• YOUR TASK
Each record below should be given again exactly as it reads.

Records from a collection

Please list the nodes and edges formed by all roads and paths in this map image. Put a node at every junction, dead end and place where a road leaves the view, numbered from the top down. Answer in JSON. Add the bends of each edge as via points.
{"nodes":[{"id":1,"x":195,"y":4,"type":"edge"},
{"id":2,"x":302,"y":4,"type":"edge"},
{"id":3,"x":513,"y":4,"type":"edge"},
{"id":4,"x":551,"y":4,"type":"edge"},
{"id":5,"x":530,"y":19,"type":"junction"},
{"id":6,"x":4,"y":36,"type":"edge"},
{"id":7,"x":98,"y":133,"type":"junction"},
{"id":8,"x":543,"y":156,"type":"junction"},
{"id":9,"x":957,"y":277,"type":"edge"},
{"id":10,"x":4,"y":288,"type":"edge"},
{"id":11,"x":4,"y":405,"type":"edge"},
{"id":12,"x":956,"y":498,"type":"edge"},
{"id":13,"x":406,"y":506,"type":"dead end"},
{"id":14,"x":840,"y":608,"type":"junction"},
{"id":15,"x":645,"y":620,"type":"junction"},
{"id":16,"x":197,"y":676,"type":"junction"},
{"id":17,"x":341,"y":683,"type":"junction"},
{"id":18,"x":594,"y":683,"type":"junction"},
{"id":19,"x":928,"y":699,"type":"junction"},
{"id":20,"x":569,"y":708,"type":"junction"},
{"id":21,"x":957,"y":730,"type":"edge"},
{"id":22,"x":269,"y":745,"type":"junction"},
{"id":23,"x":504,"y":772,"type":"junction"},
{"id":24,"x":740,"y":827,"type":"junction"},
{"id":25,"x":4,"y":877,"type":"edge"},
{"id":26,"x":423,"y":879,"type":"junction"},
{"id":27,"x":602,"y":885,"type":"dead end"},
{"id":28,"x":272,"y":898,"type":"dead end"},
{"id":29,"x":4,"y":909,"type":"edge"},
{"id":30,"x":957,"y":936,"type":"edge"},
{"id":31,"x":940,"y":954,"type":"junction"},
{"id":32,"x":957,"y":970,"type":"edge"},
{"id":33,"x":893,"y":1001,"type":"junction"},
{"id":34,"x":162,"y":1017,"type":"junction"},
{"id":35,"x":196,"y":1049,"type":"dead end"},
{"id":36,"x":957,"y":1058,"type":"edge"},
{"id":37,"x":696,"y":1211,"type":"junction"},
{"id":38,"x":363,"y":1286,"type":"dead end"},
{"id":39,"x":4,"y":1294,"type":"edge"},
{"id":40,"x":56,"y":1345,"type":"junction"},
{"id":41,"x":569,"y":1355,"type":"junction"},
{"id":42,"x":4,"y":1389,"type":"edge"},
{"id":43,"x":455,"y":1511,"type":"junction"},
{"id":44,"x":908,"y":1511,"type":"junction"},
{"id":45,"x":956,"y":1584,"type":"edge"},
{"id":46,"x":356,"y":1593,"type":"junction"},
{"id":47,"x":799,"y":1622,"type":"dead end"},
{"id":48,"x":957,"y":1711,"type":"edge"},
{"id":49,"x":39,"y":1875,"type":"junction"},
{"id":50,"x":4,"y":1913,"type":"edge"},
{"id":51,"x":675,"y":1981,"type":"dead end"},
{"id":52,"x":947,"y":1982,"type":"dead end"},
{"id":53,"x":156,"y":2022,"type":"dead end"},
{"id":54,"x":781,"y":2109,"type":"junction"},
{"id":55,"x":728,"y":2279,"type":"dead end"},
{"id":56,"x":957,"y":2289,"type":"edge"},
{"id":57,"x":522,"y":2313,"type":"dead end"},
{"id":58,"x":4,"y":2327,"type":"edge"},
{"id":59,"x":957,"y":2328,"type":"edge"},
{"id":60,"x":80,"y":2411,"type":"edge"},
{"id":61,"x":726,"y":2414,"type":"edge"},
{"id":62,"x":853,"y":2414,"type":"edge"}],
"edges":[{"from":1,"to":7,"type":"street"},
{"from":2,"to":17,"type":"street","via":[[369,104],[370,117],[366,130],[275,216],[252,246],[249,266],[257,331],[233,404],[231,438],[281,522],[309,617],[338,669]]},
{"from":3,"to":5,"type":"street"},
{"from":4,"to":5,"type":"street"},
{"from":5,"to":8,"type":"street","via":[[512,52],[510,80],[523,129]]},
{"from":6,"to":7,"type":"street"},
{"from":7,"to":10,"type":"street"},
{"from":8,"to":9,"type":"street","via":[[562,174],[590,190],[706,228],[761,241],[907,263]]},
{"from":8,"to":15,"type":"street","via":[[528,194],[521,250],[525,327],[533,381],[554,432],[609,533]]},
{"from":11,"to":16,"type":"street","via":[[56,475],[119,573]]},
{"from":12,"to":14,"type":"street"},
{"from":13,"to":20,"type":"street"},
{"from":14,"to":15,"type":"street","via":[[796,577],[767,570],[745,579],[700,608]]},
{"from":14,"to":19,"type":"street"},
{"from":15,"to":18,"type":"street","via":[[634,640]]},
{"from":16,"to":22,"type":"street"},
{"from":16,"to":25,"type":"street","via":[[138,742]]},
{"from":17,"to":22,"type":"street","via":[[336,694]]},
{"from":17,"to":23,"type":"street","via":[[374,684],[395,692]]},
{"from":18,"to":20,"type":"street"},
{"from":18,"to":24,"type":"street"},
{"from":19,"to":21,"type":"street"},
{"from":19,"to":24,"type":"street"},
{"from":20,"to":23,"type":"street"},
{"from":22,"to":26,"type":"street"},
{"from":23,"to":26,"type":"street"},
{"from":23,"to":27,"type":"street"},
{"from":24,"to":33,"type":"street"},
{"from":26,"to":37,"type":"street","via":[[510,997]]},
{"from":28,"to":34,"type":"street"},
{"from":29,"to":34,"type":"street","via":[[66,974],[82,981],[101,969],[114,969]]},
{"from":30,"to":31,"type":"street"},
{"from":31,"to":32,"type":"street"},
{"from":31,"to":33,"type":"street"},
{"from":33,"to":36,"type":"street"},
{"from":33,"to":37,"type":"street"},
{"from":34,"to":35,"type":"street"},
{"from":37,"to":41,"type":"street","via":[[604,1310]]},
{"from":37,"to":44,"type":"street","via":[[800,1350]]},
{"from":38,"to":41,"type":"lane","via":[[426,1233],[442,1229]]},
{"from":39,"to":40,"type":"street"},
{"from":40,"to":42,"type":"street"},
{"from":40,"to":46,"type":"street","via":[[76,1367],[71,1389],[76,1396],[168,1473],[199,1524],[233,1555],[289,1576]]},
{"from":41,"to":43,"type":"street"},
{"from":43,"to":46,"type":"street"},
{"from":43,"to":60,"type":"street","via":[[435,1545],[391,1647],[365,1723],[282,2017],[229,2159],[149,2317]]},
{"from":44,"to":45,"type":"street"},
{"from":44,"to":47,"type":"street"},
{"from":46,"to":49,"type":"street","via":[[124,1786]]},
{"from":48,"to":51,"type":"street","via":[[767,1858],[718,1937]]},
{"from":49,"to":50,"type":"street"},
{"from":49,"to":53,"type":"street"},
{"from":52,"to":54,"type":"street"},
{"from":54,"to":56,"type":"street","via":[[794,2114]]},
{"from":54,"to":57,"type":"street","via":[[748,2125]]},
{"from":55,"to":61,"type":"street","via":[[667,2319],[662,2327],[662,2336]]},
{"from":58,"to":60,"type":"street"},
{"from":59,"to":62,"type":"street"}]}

• RESULT OF THIS EXERCISE
Please list the nodes and edges formed by all roads and paths in this map image. Put a node at every junction, dead end and place where a road leaves the view, numbered from the top down. Answer in JSON. Add the bends of each edge as via points.
{"nodes":[{"id":1,"x":195,"y":4,"type":"edge"},
{"id":2,"x":302,"y":4,"type":"edge"},
{"id":3,"x":513,"y":4,"type":"edge"},
{"id":4,"x":551,"y":4,"type":"edge"},
{"id":5,"x":530,"y":19,"type":"junction"},
{"id":6,"x":4,"y":36,"type":"edge"},
{"id":7,"x":98,"y":133,"type":"junction"},
{"id":8,"x":543,"y":156,"type":"junction"},
{"id":9,"x":957,"y":277,"type":"edge"},
{"id":10,"x":4,"y":288,"type":"edge"},
{"id":11,"x":4,"y":405,"type":"edge"},
{"id":12,"x":956,"y":498,"type":"edge"},
{"id":13,"x":406,"y":506,"type":"dead end"},
{"id":14,"x":840,"y":608,"type":"junction"},
{"id":15,"x":645,"y":620,"type":"junction"},
{"id":16,"x":197,"y":676,"type":"junction"},
{"id":17,"x":341,"y":683,"type":"junction"},
{"id":18,"x":594,"y":683,"type":"junction"},
{"id":19,"x":928,"y":699,"type":"junction"},
{"id":20,"x":569,"y":708,"type":"junction"},
{"id":21,"x":957,"y":730,"type":"edge"},
{"id":22,"x":269,"y":745,"type":"junction"},
{"id":23,"x":504,"y":772,"type":"junction"},
{"id":24,"x":740,"y":827,"type":"junction"},
{"id":25,"x":4,"y":877,"type":"edge"},
{"id":26,"x":423,"y":879,"type":"junction"},
{"id":27,"x":602,"y":885,"type":"dead end"},
{"id":28,"x":272,"y":898,"type":"dead end"},
{"id":29,"x":4,"y":909,"type":"edge"},
{"id":30,"x":957,"y":936,"type":"edge"},
{"id":31,"x":940,"y":954,"type":"junction"},
{"id":32,"x":957,"y":970,"type":"edge"},
{"id":33,"x":893,"y":1001,"type":"junction"},
{"id":34,"x":162,"y":1017,"type":"junction"},
{"id":35,"x":196,"y":1049,"type":"dead end"},
{"id":36,"x":957,"y":1058,"type":"edge"},
{"id":37,"x":696,"y":1211,"type":"junction"},
{"id":38,"x":363,"y":1286,"type":"dead end"},
{"id":39,"x":4,"y":1294,"type":"edge"},
{"id":40,"x":56,"y":1345,"type":"junction"},
{"id":41,"x":569,"y":1355,"type":"junction"},
{"id":42,"x":4,"y":1389,"type":"edge"},
{"id":43,"x":455,"y":1511,"type":"junction"},
{"id":44,"x":908,"y":1511,"type":"junction"},
{"id":45,"x":956,"y":1584,"type":"edge"},
{"id":46,"x":356,"y":1593,"type":"junction"},
{"id":47,"x":799,"y":1622,"type":"dead end"},
{"id":48,"x":957,"y":1711,"type":"edge"},
{"id":49,"x":39,"y":1875,"type":"junction"},
{"id":50,"x":4,"y":1913,"type":"edge"},
{"id":51,"x":675,"y":1981,"type":"dead end"},
{"id":52,"x":947,"y":1982,"type":"dead end"},
{"id":53,"x":156,"y":2022,"type":"dead end"},
{"id":54,"x":781,"y":2109,"type":"junction"},
{"id":55,"x":728,"y":2279,"type":"dead end"},
{"id":56,"x":957,"y":2289,"type":"edge"},
{"id":57,"x":522,"y":2313,"type":"dead end"},
{"id":58,"x":4,"y":2327,"type":"edge"},
{"id":59,"x":957,"y":2328,"type":"edge"},
{"id":60,"x":80,"y":2411,"type":"edge"},
{"id":61,"x":726,"y":2414,"type":"edge"},
{"id":62,"x":853,"y":2414,"type":"edge"}],
"edges":[{"from":1,"to":7,"type":"street"},
{"from":2,"to":17,"type":"street","via":[[369,104],[370,117],[366,130],[275,216],[252,246],[249,266],[257,331],[233,404],[231,438],[281,522],[309,617],[338,669]]},
{"from":3,"to":5,"type":"street"},
{"from":4,"to":5,"type":"street"},
{"from":5,"to":8,"type":"street","via":[[512,52],[510,80],[523,129]]},
{"from":6,"to":7,"type":"street"},
{"from":7,"to":10,"type":"street"},
{"from":8,"to":9,"type":"street","via":[[562,174],[590,190],[706,228],[761,241],[907,263]]},
{"from":8,"to":15,"type":"street","via":[[528,194],[521,250],[525,327],[533,381],[554,432],[609,533]]},
{"from":11,"to":16,"type":"street","via":[[56,475],[119,573]]},
{"from":12,"to":14,"type":"street"},
{"from":13,"to":20,"type":"street"},
{"from":14,"to":15,"type":"street","via":[[796,577],[767,570],[745,579],[700,608]]},
{"from":14,"to":19,"type":"street"},
{"from":15,"to":18,"type":"street","via":[[634,640]]},
{"from":16,"to":22,"type":"street"},
{"from":16,"to":25,"type":"street","via":[[138,742]]},
{"from":17,"to":22,"type":"street","via":[[336,694]]},
{"from":17,"to":23,"type":"street","via":[[374,684],[395,692]]},
{"from":18,"to":20,"type":"street"},
{"from":18,"to":24,"type":"street"},
{"from":19,"to":21,"type":"street"},
{"from":19,"to":24,"type":"street"},
{"from":20,"to":23,"type":"street"},
{"from":22,"to":26,"type":"street"},
{"from":23,"to":26,"type":"street"},
{"from":23,"to":27,"type":"street"},
{"from":24,"to":33,"type":"street"},
{"from":26,"to":37,"type":"street","via":[[510,997]]},
{"from":28,"to":34,"type":"street"},
{"from":29,"to":34,"type":"street","via":[[66,974],[82,981],[101,969],[114,969]]},
{"from":30,"to":31,"type":"street"},
{"from":31,"to":32,"type":"street"},
{"from":31,"to":33,"type":"street"},
{"from":33,"to":36,"type":"street"},
{"from":33,"to":37,"type":"street"},
{"from":34,"to":35,"type":"street"},
{"from":37,"to":41,"type":"street","via":[[604,1310]]},
{"from":37,"to":44,"type":"street","via":[[800,1350]]},
{"from":38,"to":41,"type":"lane","via":[[426,1233],[442,1229]]},
{"from":39,"to":40,"type":"street"},
{"from":40,"to":42,"type":"street"},
{"from":40,"to":46,"type":"street","via":[[76,1367],[71,1389],[76,1396],[168,1473],[199,1524],[233,1555],[289,1576]]},
{"from":41,"to":43,"type":"street"},
{"from":43,"to":46,"type":"street"},
{"from":43,"to":60,"type":"street","via":[[435,1545],[391,1647],[365,1723],[282,2017],[229,2159],[149,2317]]},
{"from":44,"to":45,"type":"street"},
{"from":44,"to":47,"type":"street"},
{"from":46,"to":49,"type":"street","via":[[124,1786]]},
{"from":48,"to":51,"type":"street","via":[[767,1858],[718,1937]]},
{"from":49,"to":50,"type":"street"},
{"from":49,"to":53,"type":"street"},
{"from":52,"to":54,"type":"street"},
{"from":54,"to":56,"type":"street","via":[[794,2114]]},
{"from":54,"to":57,"type":"street","via":[[748,2125]]},
{"from":55,"to":61,"type":"street","via":[[667,2319],[662,2327],[662,2336]]},
{"from":58,"to":60,"type":"street"},
{"from":59,"to":62,"type":"street"}]}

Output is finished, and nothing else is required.